___ STUDY MATERIAL ___
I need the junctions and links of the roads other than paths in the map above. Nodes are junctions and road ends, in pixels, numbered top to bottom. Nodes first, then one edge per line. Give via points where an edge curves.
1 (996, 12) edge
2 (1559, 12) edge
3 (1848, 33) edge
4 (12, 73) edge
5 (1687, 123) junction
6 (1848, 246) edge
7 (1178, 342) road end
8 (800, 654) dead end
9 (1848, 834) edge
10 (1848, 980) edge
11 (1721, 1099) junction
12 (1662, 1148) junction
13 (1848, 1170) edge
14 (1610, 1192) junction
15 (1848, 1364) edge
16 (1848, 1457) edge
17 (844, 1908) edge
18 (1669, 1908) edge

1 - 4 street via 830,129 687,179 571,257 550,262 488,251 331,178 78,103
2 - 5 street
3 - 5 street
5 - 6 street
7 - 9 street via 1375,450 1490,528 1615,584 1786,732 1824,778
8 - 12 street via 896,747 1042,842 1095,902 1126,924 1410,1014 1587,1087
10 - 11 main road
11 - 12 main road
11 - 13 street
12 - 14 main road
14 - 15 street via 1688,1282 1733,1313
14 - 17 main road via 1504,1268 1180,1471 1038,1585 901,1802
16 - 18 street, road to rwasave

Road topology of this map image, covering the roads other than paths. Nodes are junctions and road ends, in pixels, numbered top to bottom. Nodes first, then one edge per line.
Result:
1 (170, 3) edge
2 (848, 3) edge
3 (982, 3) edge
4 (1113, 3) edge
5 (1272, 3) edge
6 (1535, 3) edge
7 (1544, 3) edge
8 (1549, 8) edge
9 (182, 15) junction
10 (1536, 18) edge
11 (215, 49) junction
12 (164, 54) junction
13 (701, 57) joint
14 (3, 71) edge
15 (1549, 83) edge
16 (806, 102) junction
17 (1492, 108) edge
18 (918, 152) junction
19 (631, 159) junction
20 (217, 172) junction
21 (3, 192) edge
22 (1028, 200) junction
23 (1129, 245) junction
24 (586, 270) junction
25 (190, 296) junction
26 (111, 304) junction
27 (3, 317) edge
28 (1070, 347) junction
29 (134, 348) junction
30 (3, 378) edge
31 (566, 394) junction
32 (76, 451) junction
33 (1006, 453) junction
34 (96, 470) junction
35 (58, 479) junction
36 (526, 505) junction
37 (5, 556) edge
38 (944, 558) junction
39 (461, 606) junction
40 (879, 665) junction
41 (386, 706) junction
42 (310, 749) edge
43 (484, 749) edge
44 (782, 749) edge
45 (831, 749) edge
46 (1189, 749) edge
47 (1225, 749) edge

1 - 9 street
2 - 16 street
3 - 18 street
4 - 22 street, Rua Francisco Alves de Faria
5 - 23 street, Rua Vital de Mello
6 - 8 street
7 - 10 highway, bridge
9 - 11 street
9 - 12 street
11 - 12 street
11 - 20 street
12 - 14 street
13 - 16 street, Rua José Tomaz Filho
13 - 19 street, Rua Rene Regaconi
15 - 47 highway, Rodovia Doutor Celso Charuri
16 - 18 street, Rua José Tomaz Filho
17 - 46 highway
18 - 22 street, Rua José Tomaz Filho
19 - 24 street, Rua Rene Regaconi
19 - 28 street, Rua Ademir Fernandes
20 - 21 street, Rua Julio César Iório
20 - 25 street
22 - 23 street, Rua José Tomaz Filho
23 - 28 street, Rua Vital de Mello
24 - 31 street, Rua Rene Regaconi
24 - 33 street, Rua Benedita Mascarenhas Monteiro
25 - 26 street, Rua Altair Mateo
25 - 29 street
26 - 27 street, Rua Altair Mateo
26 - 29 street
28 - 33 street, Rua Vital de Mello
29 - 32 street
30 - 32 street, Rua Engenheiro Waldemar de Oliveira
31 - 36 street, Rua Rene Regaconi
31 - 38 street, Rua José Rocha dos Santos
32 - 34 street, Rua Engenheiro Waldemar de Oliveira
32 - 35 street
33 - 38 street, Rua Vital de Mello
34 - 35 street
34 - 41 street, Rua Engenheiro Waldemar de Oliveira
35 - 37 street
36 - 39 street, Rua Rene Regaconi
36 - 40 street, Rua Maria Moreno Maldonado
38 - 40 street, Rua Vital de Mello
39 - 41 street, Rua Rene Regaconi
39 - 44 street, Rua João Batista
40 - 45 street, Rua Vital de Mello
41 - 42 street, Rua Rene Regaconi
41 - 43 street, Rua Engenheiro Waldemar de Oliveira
___
◆ **TASK DETAILS**
Print each entry exactly as it appears above.

◆ **ANSWER BOX**
I need the junctions and links of the roads other than paths in the map above. Nodes are junctions and road ends, in pixels, numbered top to bottom. Nodes first, then one edge per line. Give via points where an edge curves.
1 (996, 12) edge
2 (1559, 12) edge
3 (1848, 33) edge
4 (12, 73) edge
5 (1687, 123) junction
6 (1848, 246) edge
7 (1178, 342) road end
8 (800, 654) dead end
9 (1848, 834) edge
10 (1848, 980) edge
11 (1721, 1099) junction
12 (1662, 1148) junction
13 (1848, 1170) edge
14 (1610, 1192) junction
15 (1848, 1364) edge
16 (1848, 1457) edge
17 (844, 1908) edge
18 (1669, 1908) edge

1 - 4 street via 830,129 687,179 571,257 550,262 488,251 331,178 78,103
2 - 5 street
3 - 5 street
5 - 6 street
7 - 9 street via 1375,450 1490,528 1615,584 1786,732 1824,778
8 - 12 street via 896,747 1042,842 1095,902 1126,924 1410,1014 1587,1087
10 - 11 main road
11 - 12 main road
11 - 13 street
12 - 14 main road
14 - 15 street via 1688,1282 1733,1313
14 - 17 main road via 1504,1268 1180,1471 1038,1585 901,1802
16 - 18 street, road to rwasave

Road topology of this map image, covering the roads other than paths. Nodes are junctions and road ends, in pixels, numbered top to bottom. Nodes first, then one edge per line.
Result:
1 (170, 3) edge
2 (848, 3) edge
3 (982, 3) edge
4 (1113, 3) edge
5 (1272, 3) edge
6 (1535, 3) edge
7 (1544, 3) edge
8 (1549, 8) edge
9 (182, 15) junction
10 (1536, 18) edge
11 (215, 49) junction
12 (164, 54) junction
13 (701, 57) joint
14 (3, 71) edge
15 (1549, 83) edge
16 (806, 102) junction
17 (1492, 108) edge
18 (918, 152) junction
19 (631, 159) junction
20 (217, 172) junction
21 (3, 192) edge
22 (1028, 200) junction
23 (1129, 245) junction
24 (586, 270) junction
25 (190, 296) junction
26 (111, 304) junction
27 (3, 317) edge
28 (1070, 347) junction
29 (134, 348) junction
30 (3, 378) edge
31 (566, 394) junction
32 (76, 451) junction
33 (1006, 453) junction
34 (96, 470) junction
35 (58, 479) junction
36 (526, 505) junction
37 (5, 556) edge
38 (944, 558) junction
39 (461, 606) junction
40 (879, 665) junction
41 (386, 706) junction
42 (310, 749) edge
43 (484, 749) edge
44 (782, 749) edge
45 (831, 749) edge
46 (1189, 749) edge
47 (1225, 749) edge

1 - 9 street
2 - 16 street
3 - 18 street
4 - 22 street, Rua Francisco Alves de Faria
5 - 23 street, Rua Vital de Mello
6 - 8 street
7 - 10 highway, bridge
9 - 11 street
9 - 12 street
11 - 12 street
11 - 20 street
12 - 14 street
13 - 16 street, Rua José Tomaz Filho
13 - 19 street, Rua Rene Regaconi
15 - 47 highway, Rodovia Doutor Celso Charuri
16 - 18 street, Rua José Tomaz Filho
17 - 46 highway
18 - 22 street, Rua José Tomaz Filho
19 - 24 street, Rua Rene Regaconi
19 - 28 street, Rua Ademir Fernandes
20 - 21 street, Rua Julio César Iório
20 - 25 street
22 - 23 street, Rua José Tomaz Filho
23 - 28 street, Rua Vital de Mello
24 - 31 street, Rua Rene Regaconi
24 - 33 street, Rua Benedita Mascarenhas Monteiro
25 - 26 street, Rua Altair Mateo
25 - 29 street
26 - 27 street, Rua Altair Mateo
26 - 29 street
28 - 33 street, Rua Vital de Mello
29 - 32 street
30 - 32 street, Rua Engenheiro Waldemar de Oliveira
31 - 36 street, Rua Rene Regaconi
31 - 38 street, Rua José Rocha dos Santos
32 - 34 street, Rua Engenheiro Waldemar de Oliveira
32 - 35 street
33 - 38 street, Rua Vital de Mello
34 - 35 street
34 - 41 street, Rua Engenheiro Waldemar de Oliveira
35 - 37 street
36 - 39 street, Rua Rene Regaconi
36 - 40 street, Rua Maria Moreno Maldonado
38 - 40 street, Rua Vital de Mello
39 - 41 street, Rua Rene Regaconi
39 - 44 street, Rua João Batista
40 - 45 street, Rua Vital de Mello
41 - 42 street, Rua Rene Regaconi
41 - 43 street, Rua Engenheiro Waldemar de Oliveira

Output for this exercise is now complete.